◆ Work to complete ◆
All lines of the records below that contain the word "paths" must be listed.

◆ Exercise inputs ◆
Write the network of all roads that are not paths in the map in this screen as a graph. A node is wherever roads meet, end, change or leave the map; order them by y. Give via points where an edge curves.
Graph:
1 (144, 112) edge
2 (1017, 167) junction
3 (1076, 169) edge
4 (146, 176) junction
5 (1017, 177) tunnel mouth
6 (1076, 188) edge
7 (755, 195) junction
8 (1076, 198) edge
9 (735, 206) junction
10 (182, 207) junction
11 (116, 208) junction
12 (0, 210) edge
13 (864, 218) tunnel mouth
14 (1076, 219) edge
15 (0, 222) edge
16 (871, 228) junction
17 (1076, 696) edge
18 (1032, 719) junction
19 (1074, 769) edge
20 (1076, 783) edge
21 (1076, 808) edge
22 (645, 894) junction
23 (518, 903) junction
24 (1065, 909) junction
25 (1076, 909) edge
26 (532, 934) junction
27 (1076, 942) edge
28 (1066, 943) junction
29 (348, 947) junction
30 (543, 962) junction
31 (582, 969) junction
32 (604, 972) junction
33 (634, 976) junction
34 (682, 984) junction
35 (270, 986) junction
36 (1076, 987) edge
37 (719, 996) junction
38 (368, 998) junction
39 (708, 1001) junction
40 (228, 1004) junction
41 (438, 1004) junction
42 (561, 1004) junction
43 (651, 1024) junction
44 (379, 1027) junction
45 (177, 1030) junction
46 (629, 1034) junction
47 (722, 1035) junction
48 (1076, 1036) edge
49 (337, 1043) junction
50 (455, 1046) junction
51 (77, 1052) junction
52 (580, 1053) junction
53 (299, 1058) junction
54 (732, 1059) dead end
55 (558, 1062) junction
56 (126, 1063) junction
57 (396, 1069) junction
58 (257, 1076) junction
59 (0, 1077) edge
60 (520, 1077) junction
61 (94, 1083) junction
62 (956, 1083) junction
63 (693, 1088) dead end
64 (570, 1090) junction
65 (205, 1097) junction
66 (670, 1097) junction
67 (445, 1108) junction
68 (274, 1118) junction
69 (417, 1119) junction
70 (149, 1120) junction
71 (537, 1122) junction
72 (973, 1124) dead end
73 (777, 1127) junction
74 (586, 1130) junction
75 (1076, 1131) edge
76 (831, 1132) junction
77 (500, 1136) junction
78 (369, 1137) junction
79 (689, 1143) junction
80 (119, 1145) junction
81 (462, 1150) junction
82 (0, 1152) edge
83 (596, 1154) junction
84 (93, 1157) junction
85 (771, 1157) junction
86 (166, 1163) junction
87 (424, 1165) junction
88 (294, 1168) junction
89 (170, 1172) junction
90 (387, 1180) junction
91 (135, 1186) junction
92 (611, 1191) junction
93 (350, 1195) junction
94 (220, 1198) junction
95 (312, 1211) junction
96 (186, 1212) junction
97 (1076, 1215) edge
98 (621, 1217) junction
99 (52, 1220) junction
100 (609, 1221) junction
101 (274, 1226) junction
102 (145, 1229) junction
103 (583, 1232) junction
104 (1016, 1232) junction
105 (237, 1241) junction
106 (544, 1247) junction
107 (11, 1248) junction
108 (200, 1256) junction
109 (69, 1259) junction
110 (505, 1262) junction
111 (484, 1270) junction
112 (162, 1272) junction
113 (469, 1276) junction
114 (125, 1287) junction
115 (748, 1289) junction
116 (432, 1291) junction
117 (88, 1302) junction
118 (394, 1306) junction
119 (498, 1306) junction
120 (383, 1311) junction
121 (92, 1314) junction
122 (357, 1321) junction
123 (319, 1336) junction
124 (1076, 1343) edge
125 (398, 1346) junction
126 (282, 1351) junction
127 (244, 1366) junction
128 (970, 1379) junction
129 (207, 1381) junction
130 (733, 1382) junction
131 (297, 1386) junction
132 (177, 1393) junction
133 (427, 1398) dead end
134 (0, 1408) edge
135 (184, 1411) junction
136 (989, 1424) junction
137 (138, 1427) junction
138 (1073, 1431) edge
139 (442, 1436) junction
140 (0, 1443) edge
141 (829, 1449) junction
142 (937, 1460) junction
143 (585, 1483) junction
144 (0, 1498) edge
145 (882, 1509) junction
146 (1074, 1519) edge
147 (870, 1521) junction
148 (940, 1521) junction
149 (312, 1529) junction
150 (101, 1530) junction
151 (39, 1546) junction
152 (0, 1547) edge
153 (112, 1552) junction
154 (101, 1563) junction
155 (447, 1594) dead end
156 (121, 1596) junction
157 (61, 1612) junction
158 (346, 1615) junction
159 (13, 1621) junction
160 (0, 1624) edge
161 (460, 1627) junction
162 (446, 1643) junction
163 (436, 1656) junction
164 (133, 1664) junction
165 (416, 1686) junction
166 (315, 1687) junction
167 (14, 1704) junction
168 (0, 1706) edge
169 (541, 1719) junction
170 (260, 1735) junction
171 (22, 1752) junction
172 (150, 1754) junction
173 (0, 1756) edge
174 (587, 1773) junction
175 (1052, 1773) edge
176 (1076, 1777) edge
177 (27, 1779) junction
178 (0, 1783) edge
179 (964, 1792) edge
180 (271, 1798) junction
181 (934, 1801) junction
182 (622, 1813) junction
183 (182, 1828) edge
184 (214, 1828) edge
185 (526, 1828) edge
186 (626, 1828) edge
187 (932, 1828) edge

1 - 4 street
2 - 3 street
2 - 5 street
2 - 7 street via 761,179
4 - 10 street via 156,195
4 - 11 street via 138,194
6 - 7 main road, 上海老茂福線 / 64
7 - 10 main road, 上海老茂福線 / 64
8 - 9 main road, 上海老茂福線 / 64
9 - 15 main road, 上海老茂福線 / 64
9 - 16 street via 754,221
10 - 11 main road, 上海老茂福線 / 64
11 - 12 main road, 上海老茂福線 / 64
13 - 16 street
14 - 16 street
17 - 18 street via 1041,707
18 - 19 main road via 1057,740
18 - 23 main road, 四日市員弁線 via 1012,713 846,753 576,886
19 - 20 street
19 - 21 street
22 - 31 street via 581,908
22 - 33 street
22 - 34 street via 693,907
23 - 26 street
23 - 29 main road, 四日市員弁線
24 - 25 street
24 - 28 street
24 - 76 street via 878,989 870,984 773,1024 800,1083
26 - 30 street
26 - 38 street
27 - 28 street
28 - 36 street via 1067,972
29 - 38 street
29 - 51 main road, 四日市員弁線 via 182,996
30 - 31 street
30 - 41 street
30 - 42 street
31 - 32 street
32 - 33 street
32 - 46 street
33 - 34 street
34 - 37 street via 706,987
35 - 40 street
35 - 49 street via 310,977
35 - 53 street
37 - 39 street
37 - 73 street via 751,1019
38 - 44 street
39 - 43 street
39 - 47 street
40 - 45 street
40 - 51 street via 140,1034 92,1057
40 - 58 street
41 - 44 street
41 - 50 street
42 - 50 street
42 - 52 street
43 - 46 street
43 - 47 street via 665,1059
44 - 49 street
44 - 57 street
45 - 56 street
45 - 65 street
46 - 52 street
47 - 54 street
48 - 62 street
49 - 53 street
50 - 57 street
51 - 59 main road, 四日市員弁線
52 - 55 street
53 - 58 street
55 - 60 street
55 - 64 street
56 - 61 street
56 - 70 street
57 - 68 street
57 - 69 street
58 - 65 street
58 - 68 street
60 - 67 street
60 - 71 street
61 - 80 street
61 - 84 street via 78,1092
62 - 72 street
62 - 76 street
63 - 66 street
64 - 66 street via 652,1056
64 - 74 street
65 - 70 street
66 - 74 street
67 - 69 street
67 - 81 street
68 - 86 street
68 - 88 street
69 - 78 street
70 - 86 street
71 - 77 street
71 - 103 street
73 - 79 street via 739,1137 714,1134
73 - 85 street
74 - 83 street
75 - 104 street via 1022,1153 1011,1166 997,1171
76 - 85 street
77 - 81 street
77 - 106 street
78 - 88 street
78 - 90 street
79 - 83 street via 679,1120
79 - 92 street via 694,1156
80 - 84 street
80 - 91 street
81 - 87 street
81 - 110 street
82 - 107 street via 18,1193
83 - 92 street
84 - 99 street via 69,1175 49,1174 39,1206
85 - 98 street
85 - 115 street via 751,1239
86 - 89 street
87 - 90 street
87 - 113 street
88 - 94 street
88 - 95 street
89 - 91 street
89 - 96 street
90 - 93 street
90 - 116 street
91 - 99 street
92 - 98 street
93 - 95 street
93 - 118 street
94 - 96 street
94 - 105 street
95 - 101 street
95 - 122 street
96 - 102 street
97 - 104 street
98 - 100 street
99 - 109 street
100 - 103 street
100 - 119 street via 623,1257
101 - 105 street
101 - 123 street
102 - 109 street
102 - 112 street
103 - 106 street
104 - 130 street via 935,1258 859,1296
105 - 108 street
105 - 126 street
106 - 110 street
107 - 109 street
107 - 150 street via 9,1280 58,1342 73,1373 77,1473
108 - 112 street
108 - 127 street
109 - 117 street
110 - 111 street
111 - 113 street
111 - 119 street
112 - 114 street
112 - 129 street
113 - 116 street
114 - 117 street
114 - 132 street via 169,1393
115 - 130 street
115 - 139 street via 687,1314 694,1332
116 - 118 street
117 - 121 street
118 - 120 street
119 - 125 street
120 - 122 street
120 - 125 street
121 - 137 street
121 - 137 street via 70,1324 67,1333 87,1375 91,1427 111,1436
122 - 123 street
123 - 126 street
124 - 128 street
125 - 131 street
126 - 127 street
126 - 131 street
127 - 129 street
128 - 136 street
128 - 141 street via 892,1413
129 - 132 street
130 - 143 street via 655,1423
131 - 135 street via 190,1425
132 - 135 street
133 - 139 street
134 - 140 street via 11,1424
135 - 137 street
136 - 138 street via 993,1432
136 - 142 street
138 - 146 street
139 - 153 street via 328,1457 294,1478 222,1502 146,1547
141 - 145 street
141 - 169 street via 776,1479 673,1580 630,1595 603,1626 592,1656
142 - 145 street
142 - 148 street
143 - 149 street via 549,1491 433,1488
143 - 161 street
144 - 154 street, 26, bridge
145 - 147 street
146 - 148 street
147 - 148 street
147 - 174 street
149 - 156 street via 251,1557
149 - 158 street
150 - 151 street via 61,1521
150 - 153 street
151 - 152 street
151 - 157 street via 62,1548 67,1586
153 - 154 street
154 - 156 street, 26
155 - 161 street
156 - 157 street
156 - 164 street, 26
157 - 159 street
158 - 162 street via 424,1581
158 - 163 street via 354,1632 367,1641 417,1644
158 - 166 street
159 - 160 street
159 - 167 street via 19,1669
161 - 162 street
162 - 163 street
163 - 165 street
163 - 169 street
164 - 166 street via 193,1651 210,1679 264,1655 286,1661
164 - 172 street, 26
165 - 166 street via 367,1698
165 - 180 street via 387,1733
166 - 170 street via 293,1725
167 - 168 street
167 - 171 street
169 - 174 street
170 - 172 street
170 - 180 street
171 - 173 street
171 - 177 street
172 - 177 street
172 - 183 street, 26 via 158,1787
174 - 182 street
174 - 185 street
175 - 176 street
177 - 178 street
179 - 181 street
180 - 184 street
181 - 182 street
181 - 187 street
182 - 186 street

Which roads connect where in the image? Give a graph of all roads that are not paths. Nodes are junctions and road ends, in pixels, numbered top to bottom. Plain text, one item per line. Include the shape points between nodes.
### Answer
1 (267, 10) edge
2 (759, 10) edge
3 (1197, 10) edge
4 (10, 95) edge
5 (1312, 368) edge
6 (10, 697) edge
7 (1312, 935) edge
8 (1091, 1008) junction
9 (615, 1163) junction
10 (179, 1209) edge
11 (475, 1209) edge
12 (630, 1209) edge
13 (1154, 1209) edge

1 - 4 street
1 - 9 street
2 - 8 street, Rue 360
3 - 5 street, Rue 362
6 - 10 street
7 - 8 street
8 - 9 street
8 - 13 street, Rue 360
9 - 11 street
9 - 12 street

◆ Expected answer ◆
Write the network of all roads that are not paths in the map in this screen as a graph. A node is wherever roads meet, end, change or leave the map; order them by y. Give via points where an edge curves.
Which roads connect where in the image? Give a graph of all roads that are not paths. Nodes are junctions and road ends, in pixels, numbered top to bottom. Plain text, one item per line. Include the shape points between nodes.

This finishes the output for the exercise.